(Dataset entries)

....................

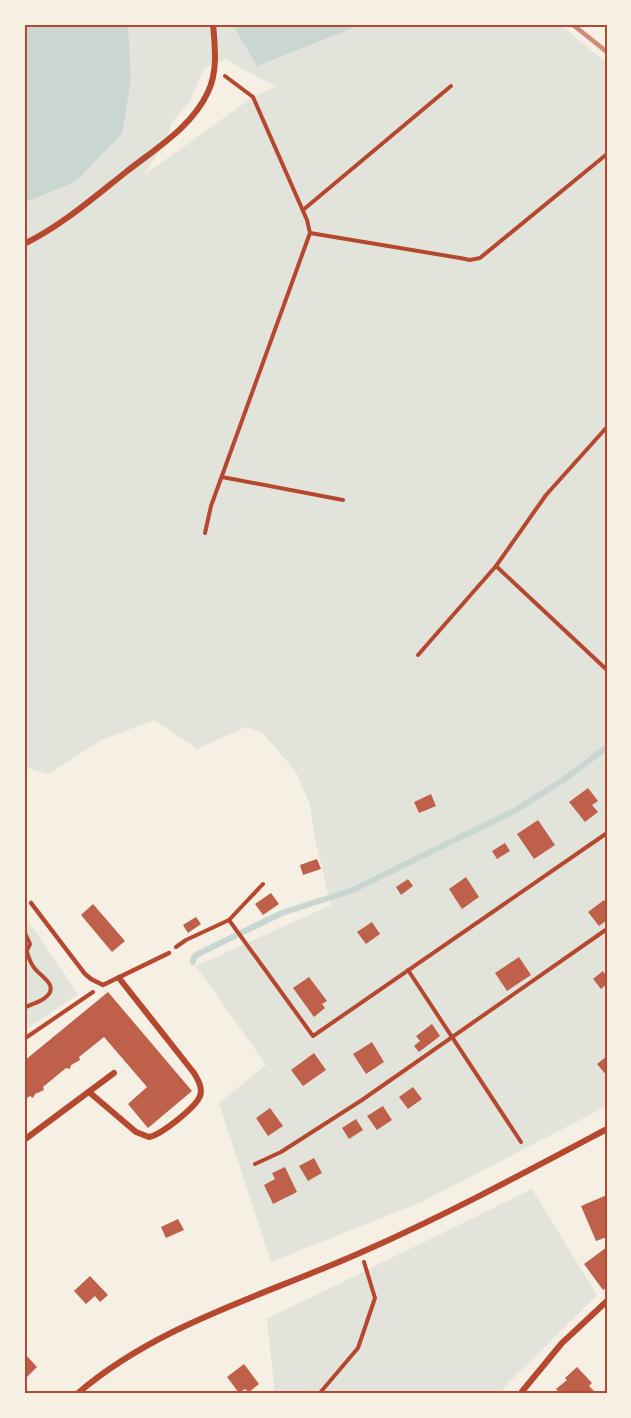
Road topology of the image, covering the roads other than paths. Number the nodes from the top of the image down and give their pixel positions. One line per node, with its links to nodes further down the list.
1 (213, 24): 2 (street)
2 (24, 244)
3 (31, 903): 5 (lane)
4 (169, 953): 5 (lane)
5 (119, 978): 7 (street)
6 (114, 1073): 7 (street)
7 (89, 1092): 9 (street)
8 (607, 1129): 11 (street)
9 (24, 1140)
10 (607, 1301): 12 (street)
11 (77, 1394)
12 (520, 1394)

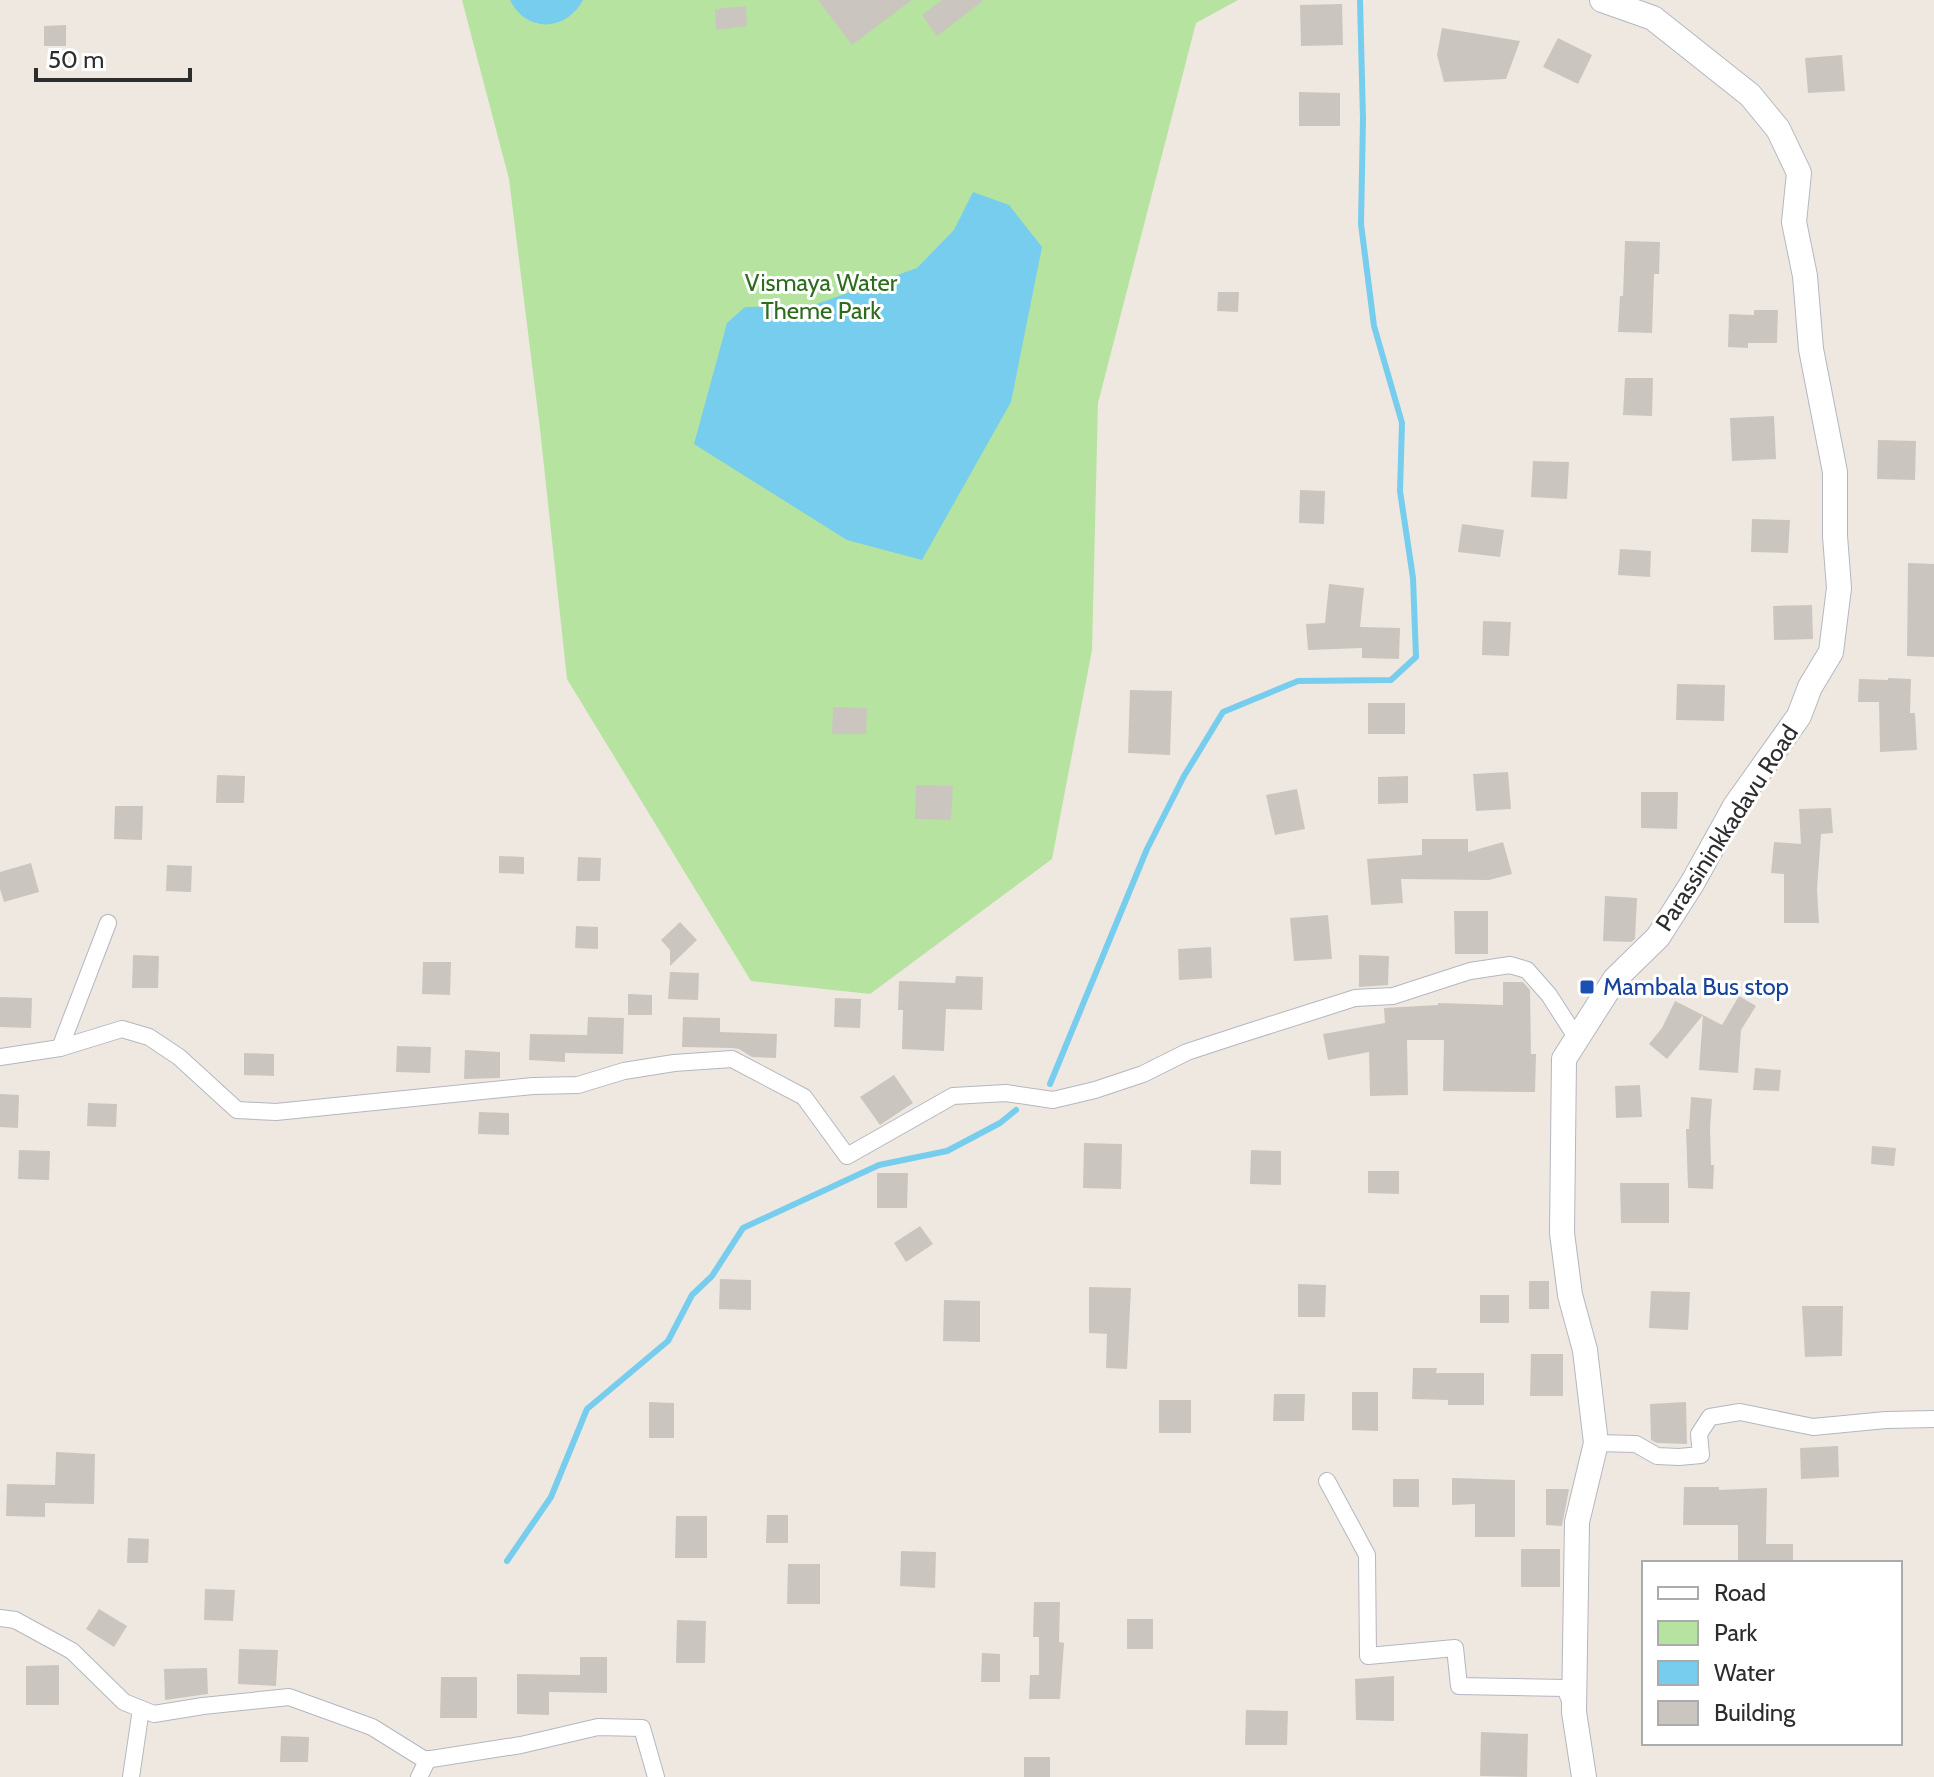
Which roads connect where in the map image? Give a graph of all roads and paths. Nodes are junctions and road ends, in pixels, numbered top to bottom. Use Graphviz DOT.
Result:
graph roads {
  1 [pos="1602,0"];
  2 [pos="108,923"];
  3 [pos="1576,1037"];
  4 [pos="60,1048"];
  5 [pos="0,1057"];
  6 [pos="1934,1419"];
  7 [pos="1596,1443"];
  8 [pos="1327,1481"];
  9 [pos="0,1618"];
  10 [pos="141,1709"];
  11 [pos="1574,1712"];
  12 [pos="428,1759"];
  13 [pos="131,1777"];
  14 [pos="419,1777"];
  15 [pos="656,1777"];
  16 [pos="1584,1777"];
  1 -- 3 [label="main road, Parassininkkadavu Road"];
  2 -- 4 [label="street"];
  3 -- 4 [label="street"];
  3 -- 7 [label="main road, Parassininkkadavu Road"];
  4 -- 5 [label="street"];
  6 -- 7 [label="street"];
  7 -- 11 [label="main road, Parassininkkadavu Road"];
  8 -- 11 [label="street"];
  9 -- 10 [label="street"];
  10 -- 12 [label="street"];
  10 -- 13 [label="street"];
  11 -- 16 [label="main road, Parassininkkadavu Road"];
  12 -- 14 [label="street"];
  12 -- 15 [label="street"];
}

....................

* _Work to complete_
Exactly reproduce each entry, but drop the pictures.

* _Task response_
Road topology of the image, covering the roads other than paths. Number the nodes from the top of the image down and give their pixel positions. One line per node, with its links to nodes further down the list.
1 (213, 24): 2 (street)
2 (24, 244)
3 (31, 903): 5 (lane)
4 (169, 953): 5 (lane)
5 (119, 978): 7 (street)
6 (114, 1073): 7 (street)
7 (89, 1092): 9 (street)
8 (607, 1129): 11 (street)
9 (24, 1140)
10 (607, 1301): 12 (street)
11 (77, 1394)
12 (520, 1394)

Which roads connect where in the map image? Give a graph of all roads and paths. Nodes are junctions and road ends, in pixels, numbered top to bottom. Use Graphviz DOT.
Result:
graph roads {
  1 [pos="1602,0"];
  2 [pos="108,923"];
  3 [pos="1576,1037"];
  4 [pos="60,1048"];
  5 [pos="0,1057"];
  6 [pos="1934,1419"];
  7 [pos="1596,1443"];
  8 [pos="1327,1481"];
  9 [pos="0,1618"];
  10 [pos="141,1709"];
  11 [pos="1574,1712"];
  12 [pos="428,1759"];
  13 [pos="131,1777"];
  14 [pos="419,1777"];
  15 [pos="656,1777"];
  16 [pos="1584,1777"];
  1 -- 3 [label="main road, Parassininkkadavu Road"];
  2 -- 4 [label="street"];
  3 -- 4 [label="street"];
  3 -- 7 [label="main road, Parassininkkadavu Road"];
  4 -- 5 [label="street"];
  6 -- 7 [label="street"];
  7 -- 11 [label="main road, Parassininkkadavu Road"];
  8 -- 11 [label="street"];
  9 -- 10 [label="street"];
  10 -- 12 [label="street"];
  10 -- 13 [label="street"];
  11 -- 16 [label="main road, Parassininkkadavu Road"];
  12 -- 14 [label="street"];
  12 -- 15 [label="street"];
}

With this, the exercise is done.